----- Task material -----

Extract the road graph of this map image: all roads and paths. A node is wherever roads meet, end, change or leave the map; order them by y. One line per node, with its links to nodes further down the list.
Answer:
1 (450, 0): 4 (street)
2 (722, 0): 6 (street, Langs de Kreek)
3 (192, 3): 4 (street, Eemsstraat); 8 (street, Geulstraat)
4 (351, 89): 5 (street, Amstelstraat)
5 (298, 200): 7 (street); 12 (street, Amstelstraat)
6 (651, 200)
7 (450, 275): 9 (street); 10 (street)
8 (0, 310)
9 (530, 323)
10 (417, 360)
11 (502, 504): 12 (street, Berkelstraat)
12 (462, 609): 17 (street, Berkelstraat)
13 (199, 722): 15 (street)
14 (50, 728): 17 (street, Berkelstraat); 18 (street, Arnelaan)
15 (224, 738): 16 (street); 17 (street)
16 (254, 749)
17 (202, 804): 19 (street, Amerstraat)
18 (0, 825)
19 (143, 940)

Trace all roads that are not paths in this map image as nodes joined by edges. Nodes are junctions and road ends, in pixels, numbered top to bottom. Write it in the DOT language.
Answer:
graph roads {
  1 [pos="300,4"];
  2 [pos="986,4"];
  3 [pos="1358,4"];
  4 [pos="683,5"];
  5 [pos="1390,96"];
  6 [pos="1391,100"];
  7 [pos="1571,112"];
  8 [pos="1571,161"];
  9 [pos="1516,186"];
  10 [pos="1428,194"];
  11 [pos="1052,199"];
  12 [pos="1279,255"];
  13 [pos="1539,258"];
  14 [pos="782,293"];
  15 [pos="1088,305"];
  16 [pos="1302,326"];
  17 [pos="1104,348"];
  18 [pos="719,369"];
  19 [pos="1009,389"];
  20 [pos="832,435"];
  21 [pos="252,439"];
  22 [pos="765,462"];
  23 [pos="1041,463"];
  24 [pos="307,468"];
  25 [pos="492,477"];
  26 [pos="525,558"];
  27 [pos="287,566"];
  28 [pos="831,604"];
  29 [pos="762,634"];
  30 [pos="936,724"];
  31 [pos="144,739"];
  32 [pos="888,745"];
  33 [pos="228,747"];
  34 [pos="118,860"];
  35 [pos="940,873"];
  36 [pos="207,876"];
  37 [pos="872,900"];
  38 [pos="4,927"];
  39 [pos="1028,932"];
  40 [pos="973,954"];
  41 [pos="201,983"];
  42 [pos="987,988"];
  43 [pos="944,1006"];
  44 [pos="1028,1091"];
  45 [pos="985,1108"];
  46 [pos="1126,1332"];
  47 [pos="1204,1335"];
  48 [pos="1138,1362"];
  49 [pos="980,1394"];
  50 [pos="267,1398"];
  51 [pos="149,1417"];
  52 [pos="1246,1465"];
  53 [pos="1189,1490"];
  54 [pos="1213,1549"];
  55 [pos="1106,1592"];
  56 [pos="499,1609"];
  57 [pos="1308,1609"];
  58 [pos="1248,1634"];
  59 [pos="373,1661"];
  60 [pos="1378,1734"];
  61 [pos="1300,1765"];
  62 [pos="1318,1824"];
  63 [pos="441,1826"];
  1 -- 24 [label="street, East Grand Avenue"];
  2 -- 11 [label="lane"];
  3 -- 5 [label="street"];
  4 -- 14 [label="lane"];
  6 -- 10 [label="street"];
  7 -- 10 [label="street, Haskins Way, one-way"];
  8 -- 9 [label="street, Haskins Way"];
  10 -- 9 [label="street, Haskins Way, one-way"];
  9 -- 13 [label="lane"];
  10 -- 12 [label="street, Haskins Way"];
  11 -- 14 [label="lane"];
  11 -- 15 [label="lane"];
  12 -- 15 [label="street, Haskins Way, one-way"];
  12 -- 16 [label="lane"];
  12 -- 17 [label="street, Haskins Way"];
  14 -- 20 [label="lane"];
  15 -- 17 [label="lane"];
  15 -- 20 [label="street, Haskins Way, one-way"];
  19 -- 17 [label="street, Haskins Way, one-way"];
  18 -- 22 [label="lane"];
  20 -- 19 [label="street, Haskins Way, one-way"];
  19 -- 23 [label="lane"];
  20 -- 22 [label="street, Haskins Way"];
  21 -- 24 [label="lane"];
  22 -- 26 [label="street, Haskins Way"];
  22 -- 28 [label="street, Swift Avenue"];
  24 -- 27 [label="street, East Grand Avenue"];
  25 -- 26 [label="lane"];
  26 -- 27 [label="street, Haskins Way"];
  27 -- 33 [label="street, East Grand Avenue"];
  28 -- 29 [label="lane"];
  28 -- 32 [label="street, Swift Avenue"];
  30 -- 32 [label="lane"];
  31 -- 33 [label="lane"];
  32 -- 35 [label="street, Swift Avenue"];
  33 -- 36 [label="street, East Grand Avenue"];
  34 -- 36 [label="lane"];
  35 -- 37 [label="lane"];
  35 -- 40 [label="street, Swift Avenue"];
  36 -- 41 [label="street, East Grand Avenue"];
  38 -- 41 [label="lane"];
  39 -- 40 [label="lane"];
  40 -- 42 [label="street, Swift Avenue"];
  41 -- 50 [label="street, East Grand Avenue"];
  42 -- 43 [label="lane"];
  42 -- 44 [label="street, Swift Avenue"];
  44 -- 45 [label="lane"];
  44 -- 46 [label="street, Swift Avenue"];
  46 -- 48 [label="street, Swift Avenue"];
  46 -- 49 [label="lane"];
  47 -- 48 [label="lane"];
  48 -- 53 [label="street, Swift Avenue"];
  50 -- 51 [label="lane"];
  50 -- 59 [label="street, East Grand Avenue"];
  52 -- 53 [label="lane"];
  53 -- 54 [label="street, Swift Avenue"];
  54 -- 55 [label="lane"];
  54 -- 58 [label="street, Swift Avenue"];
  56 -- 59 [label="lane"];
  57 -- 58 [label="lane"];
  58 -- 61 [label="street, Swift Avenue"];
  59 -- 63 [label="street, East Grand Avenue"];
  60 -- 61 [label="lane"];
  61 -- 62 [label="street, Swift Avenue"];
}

-----

**Aim of the exercise:**
Your answer should be exactly the lines of the data above, from the first through the line containing "Trace all roads".

**Exercise output:**
Extract the road graph of this map image: all roads and paths. A node is wherever roads meet, end, change or leave the map; order them by y. One line per node, with its links to nodes further down the list.
Answer:
1 (450, 0): 4 (street)
2 (722, 0): 6 (street, Langs de Kreek)
3 (192, 3): 4 (street, Eemsstraat); 8 (street, Geulstraat)
4 (351, 89): 5 (street, Amstelstraat)
5 (298, 200): 7 (street); 12 (street, Amstelstraat)
6 (651, 200)
7 (450, 275): 9 (street); 10 (street)
8 (0, 310)
9 (530, 323)
10 (417, 360)
11 (502, 504): 12 (street, Berkelstraat)
12 (462, 609): 17 (street, Berkelstraat)
13 (199, 722): 15 (street)
14 (50, 728): 17 (street, Berkelstraat); 18 (street, Arnelaan)
15 (224, 738): 16 (street); 17 (street)
16 (254, 749)
17 (202, 804): 19 (street, Amerstraat)
18 (0, 825)
19 (143, 940)

Trace all roads that are not paths in this map image as nodes joined by edges. Nodes are junctions and road ends, in pixels, numbered top to bottom. Write it in the DOT language.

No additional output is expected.